• _Data shown_
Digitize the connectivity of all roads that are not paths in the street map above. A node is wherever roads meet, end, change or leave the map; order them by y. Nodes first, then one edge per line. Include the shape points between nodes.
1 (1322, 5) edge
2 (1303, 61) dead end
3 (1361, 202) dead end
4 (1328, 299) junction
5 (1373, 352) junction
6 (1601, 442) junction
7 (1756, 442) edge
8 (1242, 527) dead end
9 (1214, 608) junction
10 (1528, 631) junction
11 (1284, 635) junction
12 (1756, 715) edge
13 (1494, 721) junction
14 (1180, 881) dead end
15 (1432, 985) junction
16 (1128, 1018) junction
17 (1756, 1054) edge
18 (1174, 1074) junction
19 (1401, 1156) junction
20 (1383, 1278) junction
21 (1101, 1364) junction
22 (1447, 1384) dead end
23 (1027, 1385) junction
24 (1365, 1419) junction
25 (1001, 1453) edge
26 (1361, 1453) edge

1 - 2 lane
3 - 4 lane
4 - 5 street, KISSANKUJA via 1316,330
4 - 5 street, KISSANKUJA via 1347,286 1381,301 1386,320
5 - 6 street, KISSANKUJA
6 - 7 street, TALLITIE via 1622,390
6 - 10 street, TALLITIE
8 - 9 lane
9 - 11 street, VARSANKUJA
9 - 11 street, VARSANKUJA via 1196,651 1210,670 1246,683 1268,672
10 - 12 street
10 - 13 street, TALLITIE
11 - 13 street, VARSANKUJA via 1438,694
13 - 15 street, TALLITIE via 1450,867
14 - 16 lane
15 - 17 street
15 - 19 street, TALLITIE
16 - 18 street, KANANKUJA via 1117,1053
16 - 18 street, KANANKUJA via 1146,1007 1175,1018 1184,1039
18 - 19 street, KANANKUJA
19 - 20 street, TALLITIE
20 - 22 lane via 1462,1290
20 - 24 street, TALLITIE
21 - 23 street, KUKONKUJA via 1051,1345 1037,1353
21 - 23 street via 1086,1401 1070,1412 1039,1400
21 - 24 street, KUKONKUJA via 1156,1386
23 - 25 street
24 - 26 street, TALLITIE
--
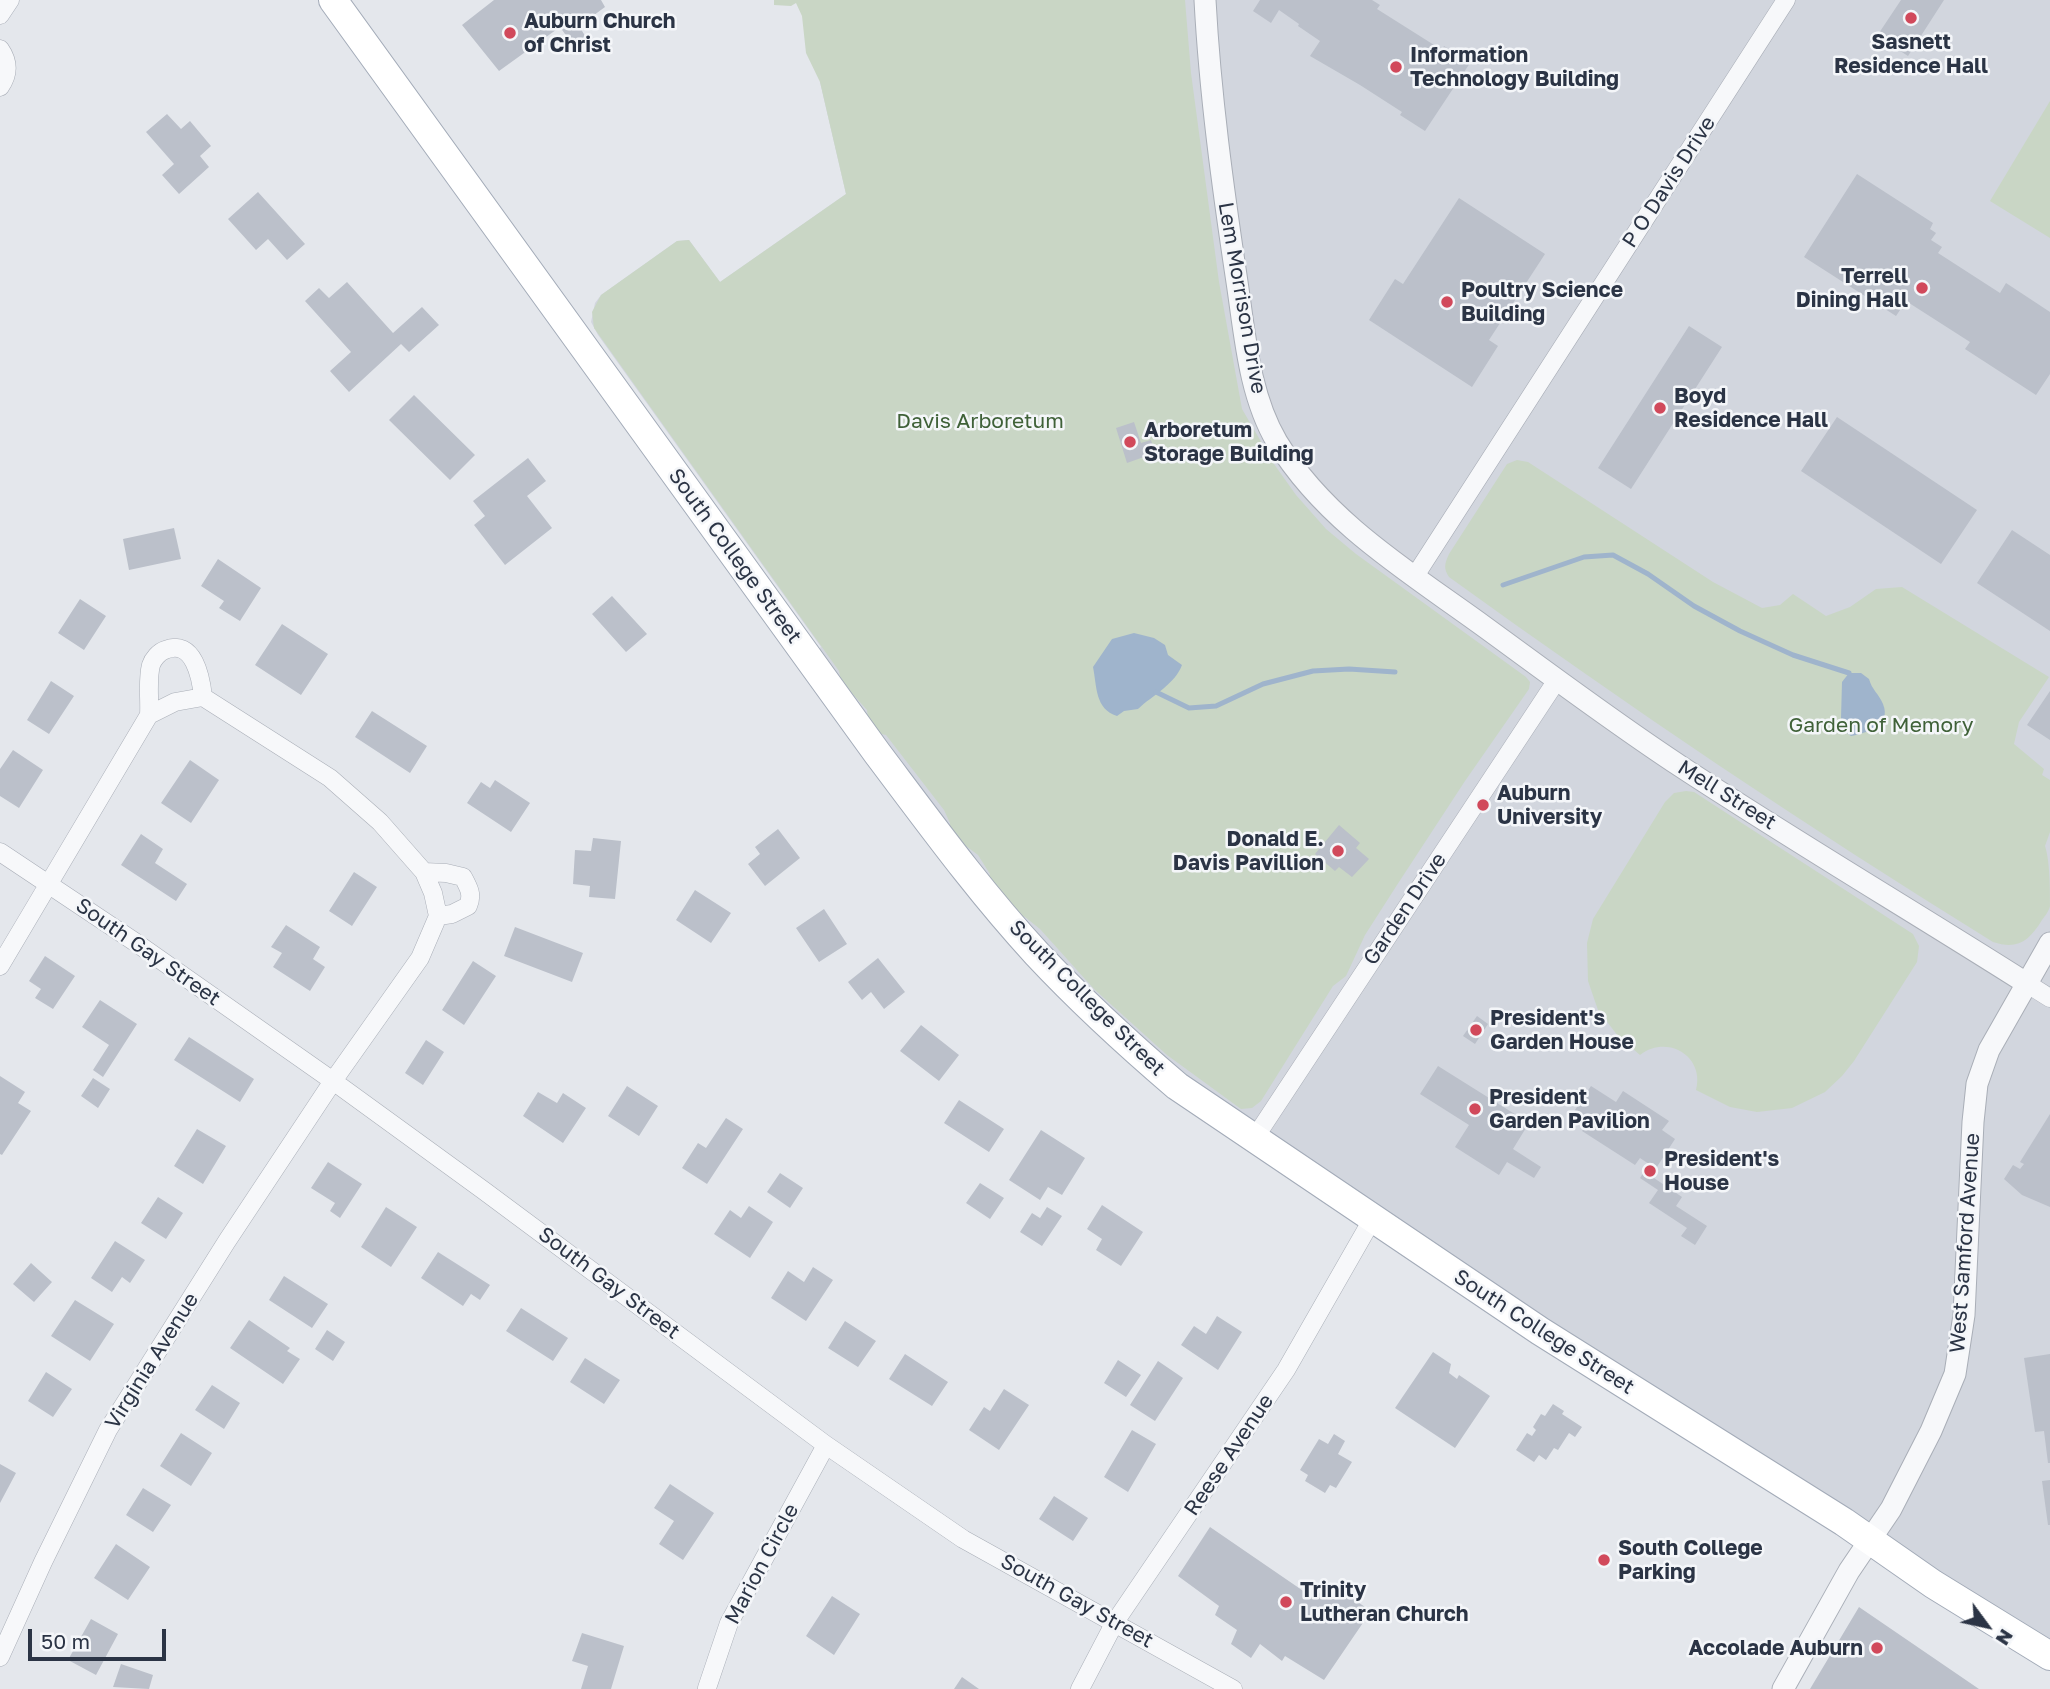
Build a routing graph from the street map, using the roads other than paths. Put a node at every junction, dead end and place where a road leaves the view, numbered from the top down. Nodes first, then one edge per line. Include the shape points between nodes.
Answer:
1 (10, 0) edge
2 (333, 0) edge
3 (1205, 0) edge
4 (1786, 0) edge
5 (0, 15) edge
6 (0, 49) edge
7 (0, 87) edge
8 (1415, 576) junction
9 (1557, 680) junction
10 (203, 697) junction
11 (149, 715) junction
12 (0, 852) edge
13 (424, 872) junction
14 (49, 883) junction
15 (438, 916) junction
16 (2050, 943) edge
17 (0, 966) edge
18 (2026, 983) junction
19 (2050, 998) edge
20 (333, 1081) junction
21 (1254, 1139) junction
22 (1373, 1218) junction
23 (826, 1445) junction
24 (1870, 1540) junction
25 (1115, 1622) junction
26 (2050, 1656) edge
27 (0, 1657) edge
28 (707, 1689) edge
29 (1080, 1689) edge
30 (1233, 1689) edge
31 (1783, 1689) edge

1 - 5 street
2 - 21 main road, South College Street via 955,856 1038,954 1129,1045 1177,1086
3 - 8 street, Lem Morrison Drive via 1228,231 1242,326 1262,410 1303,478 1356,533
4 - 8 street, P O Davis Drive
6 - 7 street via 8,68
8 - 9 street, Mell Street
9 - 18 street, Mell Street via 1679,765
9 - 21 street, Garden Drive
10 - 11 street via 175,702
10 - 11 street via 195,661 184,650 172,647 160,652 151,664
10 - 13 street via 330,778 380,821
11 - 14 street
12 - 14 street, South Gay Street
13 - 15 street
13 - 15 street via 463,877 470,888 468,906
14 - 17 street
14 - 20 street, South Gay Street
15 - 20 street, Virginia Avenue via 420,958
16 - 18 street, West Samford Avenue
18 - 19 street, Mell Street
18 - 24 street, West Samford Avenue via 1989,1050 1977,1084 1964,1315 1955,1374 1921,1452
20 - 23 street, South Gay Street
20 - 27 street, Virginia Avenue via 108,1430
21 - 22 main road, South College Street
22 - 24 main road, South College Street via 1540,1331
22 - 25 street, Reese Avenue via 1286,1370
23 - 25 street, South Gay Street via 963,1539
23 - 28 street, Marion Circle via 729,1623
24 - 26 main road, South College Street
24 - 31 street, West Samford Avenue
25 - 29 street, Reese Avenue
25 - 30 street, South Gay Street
...
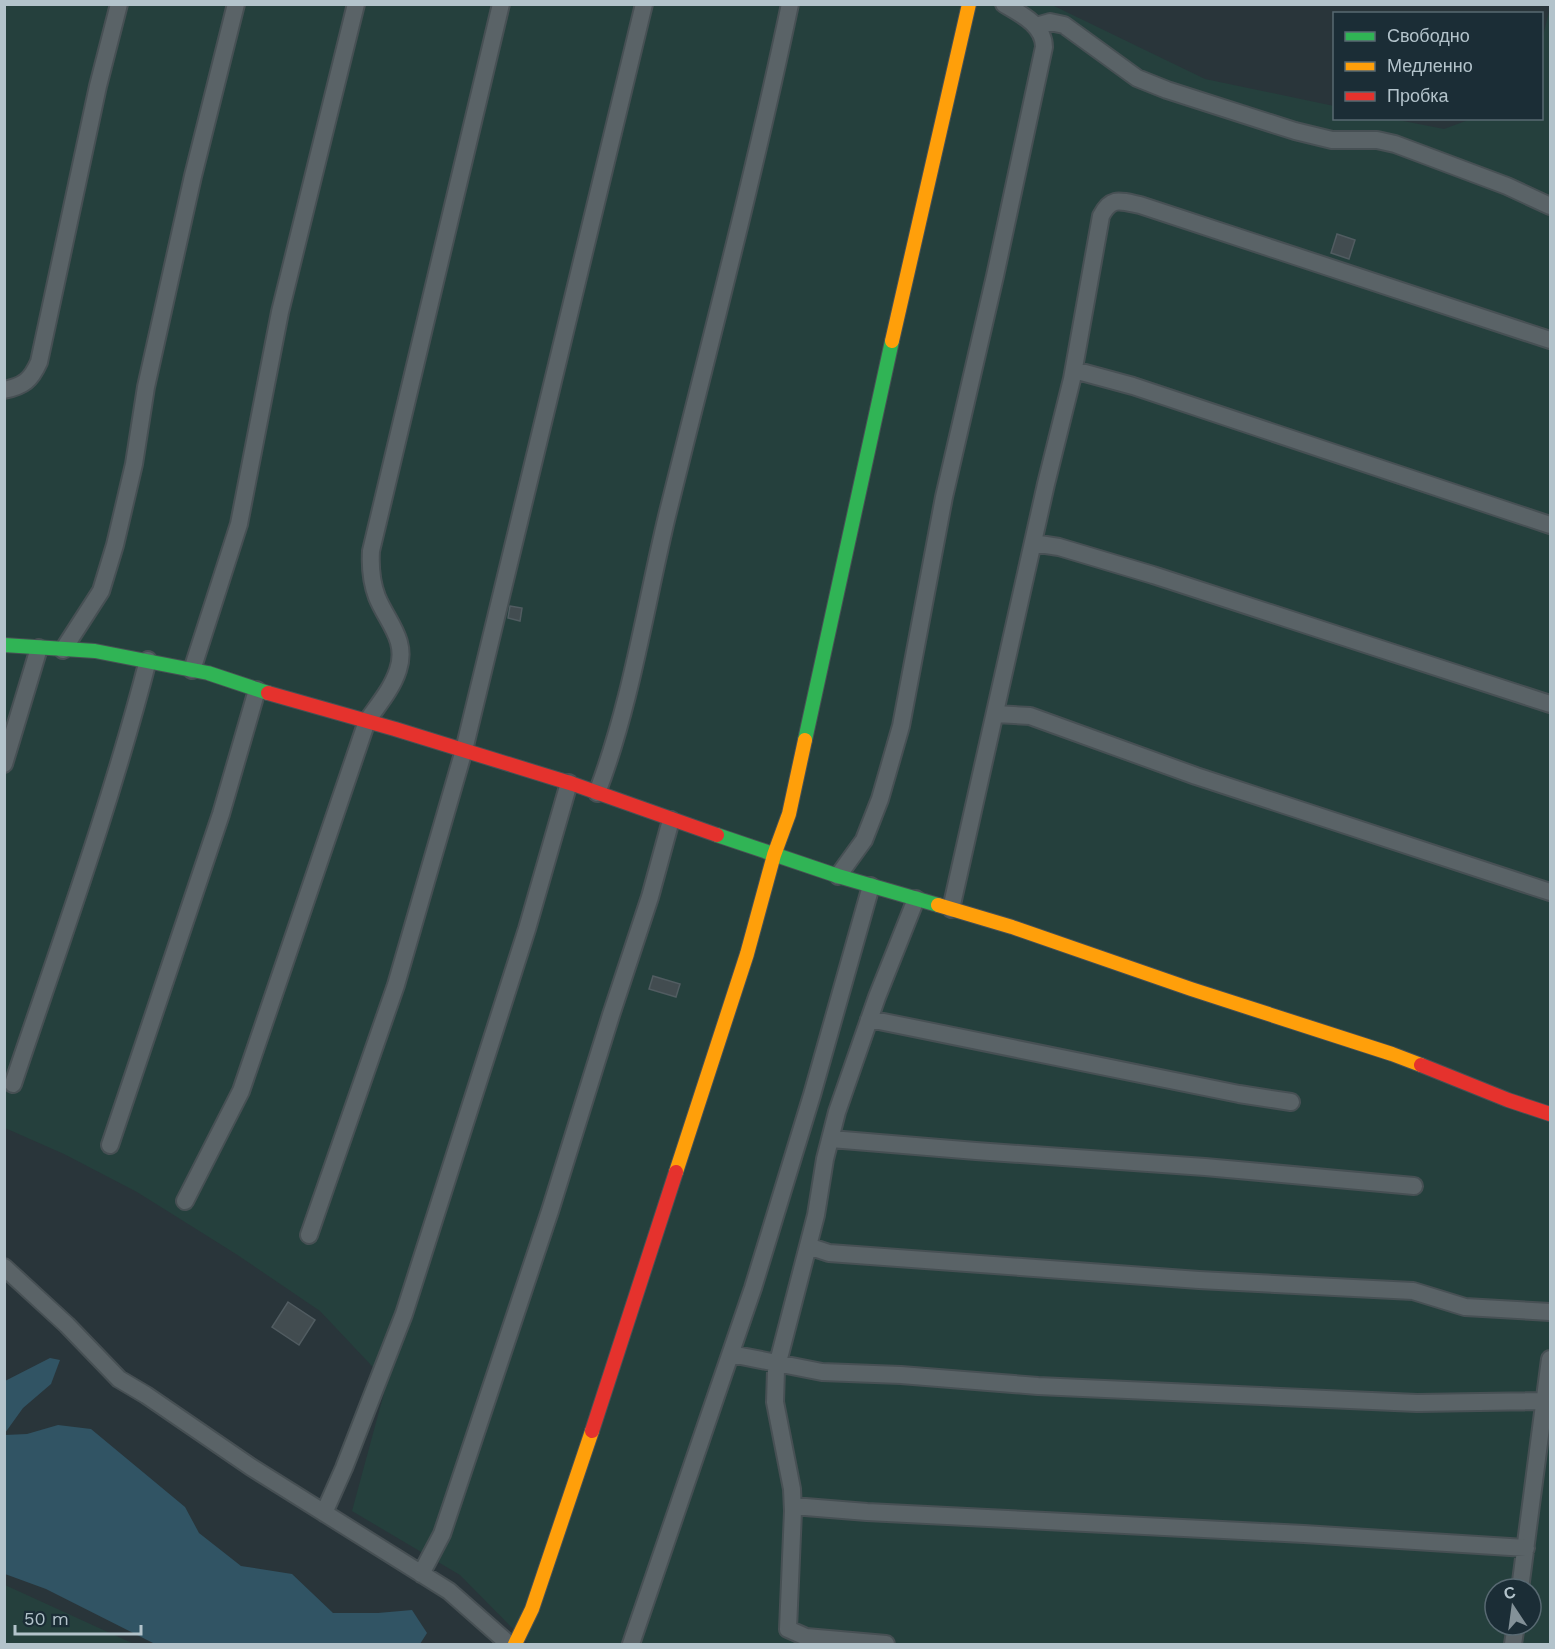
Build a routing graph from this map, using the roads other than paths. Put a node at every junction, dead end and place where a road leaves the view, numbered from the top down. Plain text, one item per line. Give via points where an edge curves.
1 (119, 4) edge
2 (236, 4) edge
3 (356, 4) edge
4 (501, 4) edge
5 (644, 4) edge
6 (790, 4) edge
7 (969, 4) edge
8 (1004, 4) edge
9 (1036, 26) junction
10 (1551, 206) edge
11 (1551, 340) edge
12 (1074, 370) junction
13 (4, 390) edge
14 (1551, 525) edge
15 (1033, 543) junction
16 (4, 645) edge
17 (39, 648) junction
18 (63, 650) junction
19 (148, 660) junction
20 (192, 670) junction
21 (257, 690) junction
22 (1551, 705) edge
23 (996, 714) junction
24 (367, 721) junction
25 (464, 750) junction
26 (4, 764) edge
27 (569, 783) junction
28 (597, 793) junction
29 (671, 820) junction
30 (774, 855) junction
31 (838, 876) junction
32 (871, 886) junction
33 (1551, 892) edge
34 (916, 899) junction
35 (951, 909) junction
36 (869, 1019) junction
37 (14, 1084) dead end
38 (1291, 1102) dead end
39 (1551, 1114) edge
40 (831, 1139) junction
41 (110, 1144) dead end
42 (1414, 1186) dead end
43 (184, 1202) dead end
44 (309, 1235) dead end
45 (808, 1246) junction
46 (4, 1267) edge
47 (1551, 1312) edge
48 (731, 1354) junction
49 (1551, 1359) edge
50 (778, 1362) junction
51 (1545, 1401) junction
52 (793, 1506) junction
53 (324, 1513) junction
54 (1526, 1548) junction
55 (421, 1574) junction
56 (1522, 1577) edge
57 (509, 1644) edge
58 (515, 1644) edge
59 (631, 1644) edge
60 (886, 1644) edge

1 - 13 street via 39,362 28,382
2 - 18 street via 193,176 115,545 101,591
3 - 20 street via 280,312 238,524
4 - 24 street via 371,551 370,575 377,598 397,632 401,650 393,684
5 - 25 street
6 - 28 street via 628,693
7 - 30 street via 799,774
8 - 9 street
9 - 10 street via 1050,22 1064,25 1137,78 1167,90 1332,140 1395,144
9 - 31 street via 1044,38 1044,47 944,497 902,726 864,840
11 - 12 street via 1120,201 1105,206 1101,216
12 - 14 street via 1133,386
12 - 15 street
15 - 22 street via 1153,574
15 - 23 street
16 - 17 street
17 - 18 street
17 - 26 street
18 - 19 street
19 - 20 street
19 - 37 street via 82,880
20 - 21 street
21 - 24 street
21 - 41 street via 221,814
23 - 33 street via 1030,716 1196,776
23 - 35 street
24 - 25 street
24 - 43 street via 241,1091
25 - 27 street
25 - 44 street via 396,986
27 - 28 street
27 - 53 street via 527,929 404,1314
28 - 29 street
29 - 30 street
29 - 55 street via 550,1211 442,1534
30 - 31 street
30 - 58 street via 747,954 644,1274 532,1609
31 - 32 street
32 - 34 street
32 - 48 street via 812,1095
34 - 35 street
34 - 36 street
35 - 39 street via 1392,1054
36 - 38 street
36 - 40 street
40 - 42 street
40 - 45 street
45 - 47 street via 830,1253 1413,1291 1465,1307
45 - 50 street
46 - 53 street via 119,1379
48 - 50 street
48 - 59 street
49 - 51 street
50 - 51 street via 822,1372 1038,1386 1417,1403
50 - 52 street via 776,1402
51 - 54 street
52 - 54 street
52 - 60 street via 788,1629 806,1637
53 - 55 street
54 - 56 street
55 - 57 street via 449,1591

• _Task requirements_
Copy out each line of the data that holds the string "Build".

• _Answer section_
Build a routing graph from the street map, using the roads other than paths. Put a node at every junction, dead end and place where a road leaves the view, numbered from the top down. Nodes first, then one edge per line. Include the shape points between nodes.
Build a routing graph from this map, using the roads other than paths. Put a node at every junction, dead end and place where a road leaves the view, numbered from the top down. Plain text, one item per line. Give via points where an edge curves.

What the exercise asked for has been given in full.